◆ TASK GOAL
Would you please give the entries again word for word, with no images in your copy?

◆ STUDY MATERIAL
****************

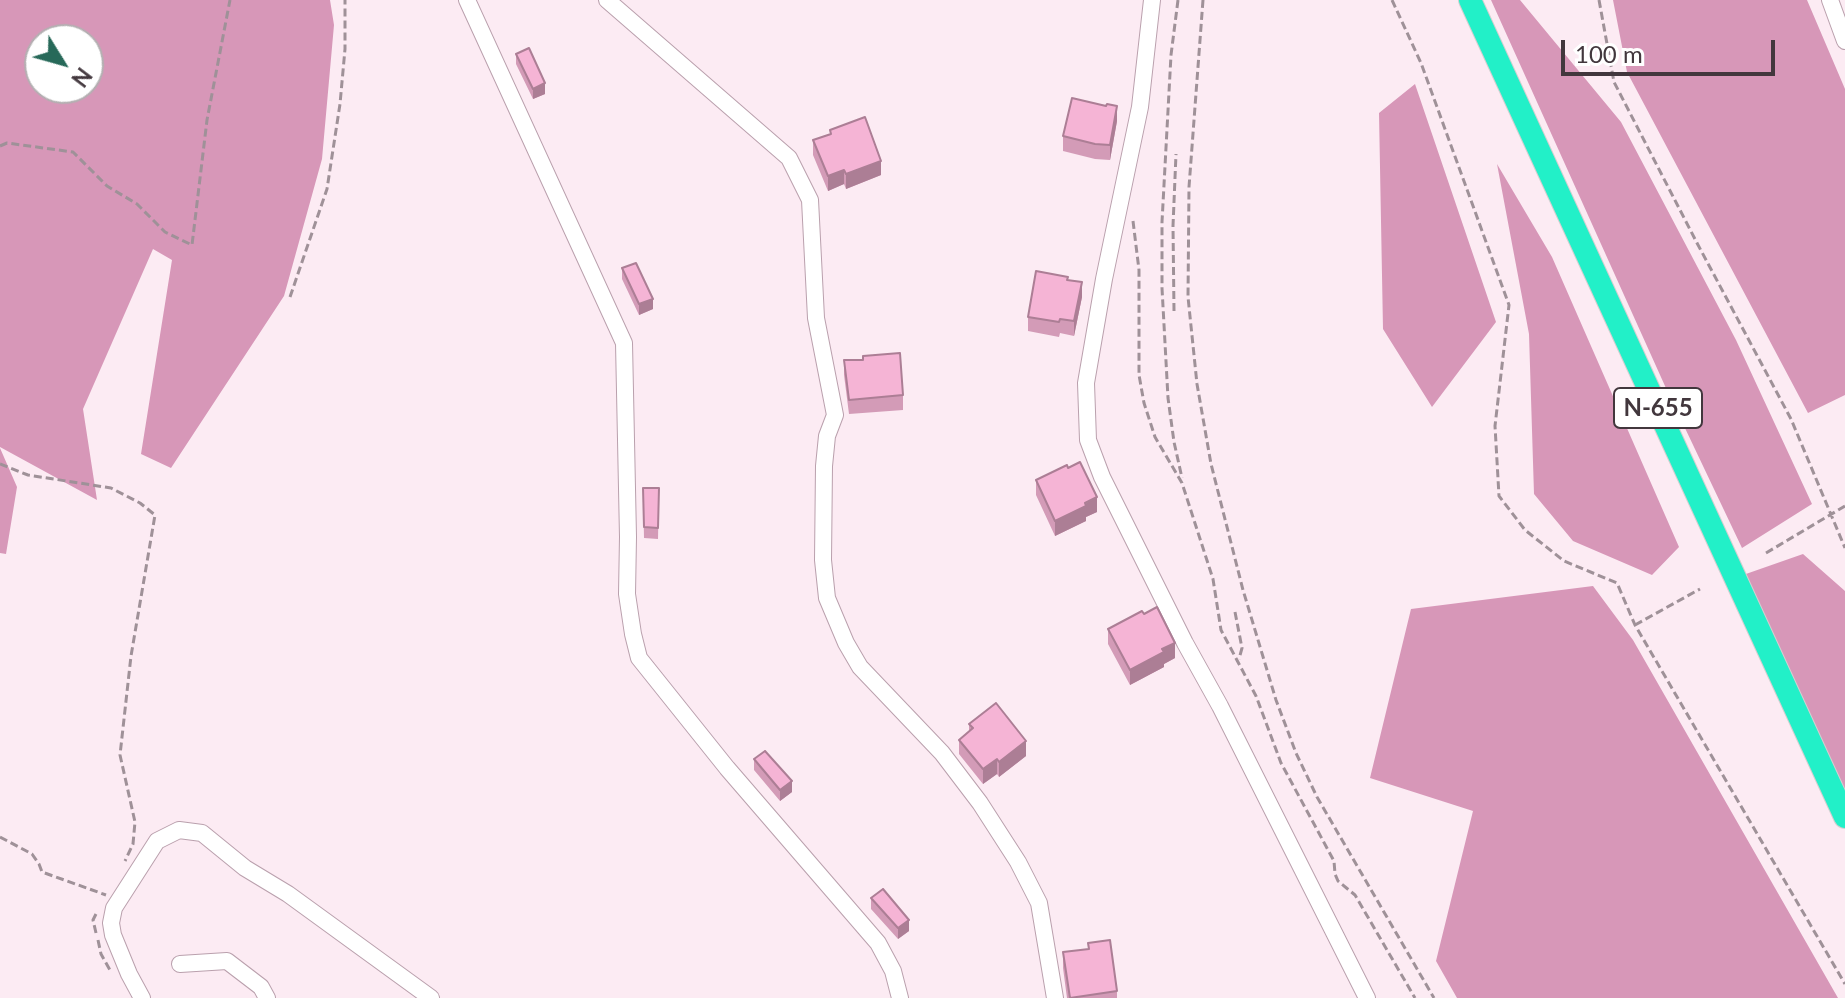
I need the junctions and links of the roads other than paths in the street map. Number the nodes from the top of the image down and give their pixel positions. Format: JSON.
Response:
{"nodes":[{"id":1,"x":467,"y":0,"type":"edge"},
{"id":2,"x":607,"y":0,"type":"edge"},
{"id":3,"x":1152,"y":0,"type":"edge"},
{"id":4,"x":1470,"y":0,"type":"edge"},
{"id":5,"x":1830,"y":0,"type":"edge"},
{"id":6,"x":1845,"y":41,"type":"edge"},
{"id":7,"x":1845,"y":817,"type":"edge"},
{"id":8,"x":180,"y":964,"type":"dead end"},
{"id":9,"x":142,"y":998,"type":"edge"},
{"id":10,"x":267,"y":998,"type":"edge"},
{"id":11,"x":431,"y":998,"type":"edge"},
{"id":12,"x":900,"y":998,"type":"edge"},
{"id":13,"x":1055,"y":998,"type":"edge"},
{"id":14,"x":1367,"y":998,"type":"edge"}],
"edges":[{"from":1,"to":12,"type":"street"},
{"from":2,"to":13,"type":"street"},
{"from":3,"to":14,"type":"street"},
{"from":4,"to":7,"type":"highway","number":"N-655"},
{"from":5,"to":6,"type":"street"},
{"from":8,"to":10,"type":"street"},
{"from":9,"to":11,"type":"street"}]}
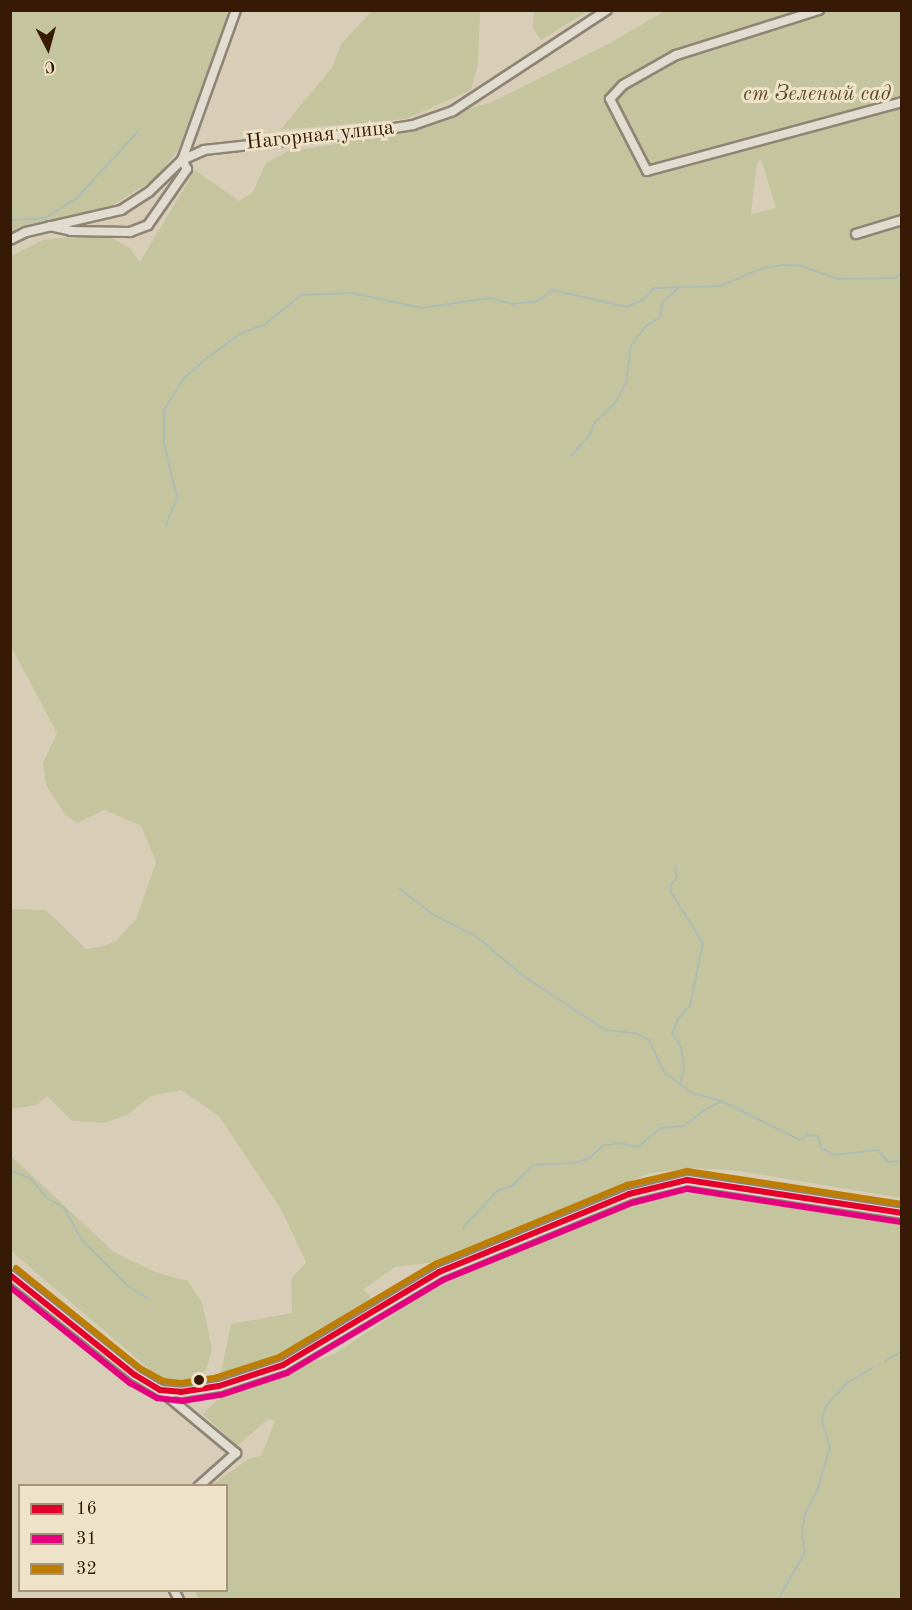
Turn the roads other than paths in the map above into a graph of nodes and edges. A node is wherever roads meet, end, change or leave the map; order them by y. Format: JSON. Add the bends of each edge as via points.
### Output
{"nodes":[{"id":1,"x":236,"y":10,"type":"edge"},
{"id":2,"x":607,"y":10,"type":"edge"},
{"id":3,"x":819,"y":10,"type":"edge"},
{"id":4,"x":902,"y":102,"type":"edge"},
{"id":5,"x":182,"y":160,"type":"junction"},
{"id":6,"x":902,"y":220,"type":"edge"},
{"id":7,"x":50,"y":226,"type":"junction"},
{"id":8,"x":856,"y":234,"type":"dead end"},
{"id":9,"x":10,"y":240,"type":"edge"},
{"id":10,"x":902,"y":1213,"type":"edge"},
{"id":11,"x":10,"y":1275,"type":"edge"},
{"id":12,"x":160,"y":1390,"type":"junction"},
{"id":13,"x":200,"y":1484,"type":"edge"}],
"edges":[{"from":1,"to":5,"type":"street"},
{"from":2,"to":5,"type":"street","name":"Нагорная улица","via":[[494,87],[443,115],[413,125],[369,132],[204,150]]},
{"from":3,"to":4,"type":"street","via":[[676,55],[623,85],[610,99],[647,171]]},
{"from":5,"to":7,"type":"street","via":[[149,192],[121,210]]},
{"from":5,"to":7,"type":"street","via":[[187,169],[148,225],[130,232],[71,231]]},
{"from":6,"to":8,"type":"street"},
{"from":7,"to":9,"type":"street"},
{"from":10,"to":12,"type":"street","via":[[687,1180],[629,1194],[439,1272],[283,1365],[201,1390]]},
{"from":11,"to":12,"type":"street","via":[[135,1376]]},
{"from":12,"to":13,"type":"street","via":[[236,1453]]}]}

****************

◆ ANSWER SPACE
I need the junctions and links of the roads other than paths in the street map. Number the nodes from the top of the image down and give their pixel positions. Format: JSON.
Response:
{"nodes":[{"id":1,"x":467,"y":0,"type":"edge"},
{"id":2,"x":607,"y":0,"type":"edge"},
{"id":3,"x":1152,"y":0,"type":"edge"},
{"id":4,"x":1470,"y":0,"type":"edge"},
{"id":5,"x":1830,"y":0,"type":"edge"},
{"id":6,"x":1845,"y":41,"type":"edge"},
{"id":7,"x":1845,"y":817,"type":"edge"},
{"id":8,"x":180,"y":964,"type":"dead end"},
{"id":9,"x":142,"y":998,"type":"edge"},
{"id":10,"x":267,"y":998,"type":"edge"},
{"id":11,"x":431,"y":998,"type":"edge"},
{"id":12,"x":900,"y":998,"type":"edge"},
{"id":13,"x":1055,"y":998,"type":"edge"},
{"id":14,"x":1367,"y":998,"type":"edge"}],
"edges":[{"from":1,"to":12,"type":"street"},
{"from":2,"to":13,"type":"street"},
{"from":3,"to":14,"type":"street"},
{"from":4,"to":7,"type":"highway","number":"N-655"},
{"from":5,"to":6,"type":"street"},
{"from":8,"to":10,"type":"street"},
{"from":9,"to":11,"type":"street"}]}
Turn the roads other than paths in the map above into a graph of nodes and edges. A node is wherever roads meet, end, change or leave the map; order them by y. Format: JSON. Add the bends of each edge as via points.
### Output
{"nodes":[{"id":1,"x":236,"y":10,"type":"edge"},
{"id":2,"x":607,"y":10,"type":"edge"},
{"id":3,"x":819,"y":10,"type":"edge"},
{"id":4,"x":902,"y":102,"type":"edge"},
{"id":5,"x":182,"y":160,"type":"junction"},
{"id":6,"x":902,"y":220,"type":"edge"},
{"id":7,"x":50,"y":226,"type":"junction"},
{"id":8,"x":856,"y":234,"type":"dead end"},
{"id":9,"x":10,"y":240,"type":"edge"},
{"id":10,"x":902,"y":1213,"type":"edge"},
{"id":11,"x":10,"y":1275,"type":"edge"},
{"id":12,"x":160,"y":1390,"type":"junction"},
{"id":13,"x":200,"y":1484,"type":"edge"}],
"edges":[{"from":1,"to":5,"type":"street"},
{"from":2,"to":5,"type":"street","name":"Нагорная улица","via":[[494,87],[443,115],[413,125],[369,132],[204,150]]},
{"from":3,"to":4,"type":"street","via":[[676,55],[623,85],[610,99],[647,171]]},
{"from":5,"to":7,"type":"street","via":[[149,192],[121,210]]},
{"from":5,"to":7,"type":"street","via":[[187,169],[148,225],[130,232],[71,231]]},
{"from":6,"to":8,"type":"street"},
{"from":7,"to":9,"type":"street"},
{"from":10,"to":12,"type":"street","via":[[687,1180],[629,1194],[439,1272],[283,1365],[201,1390]]},
{"from":11,"to":12,"type":"street","via":[[135,1376]]},
{"from":12,"to":13,"type":"street","via":[[236,1453]]}]}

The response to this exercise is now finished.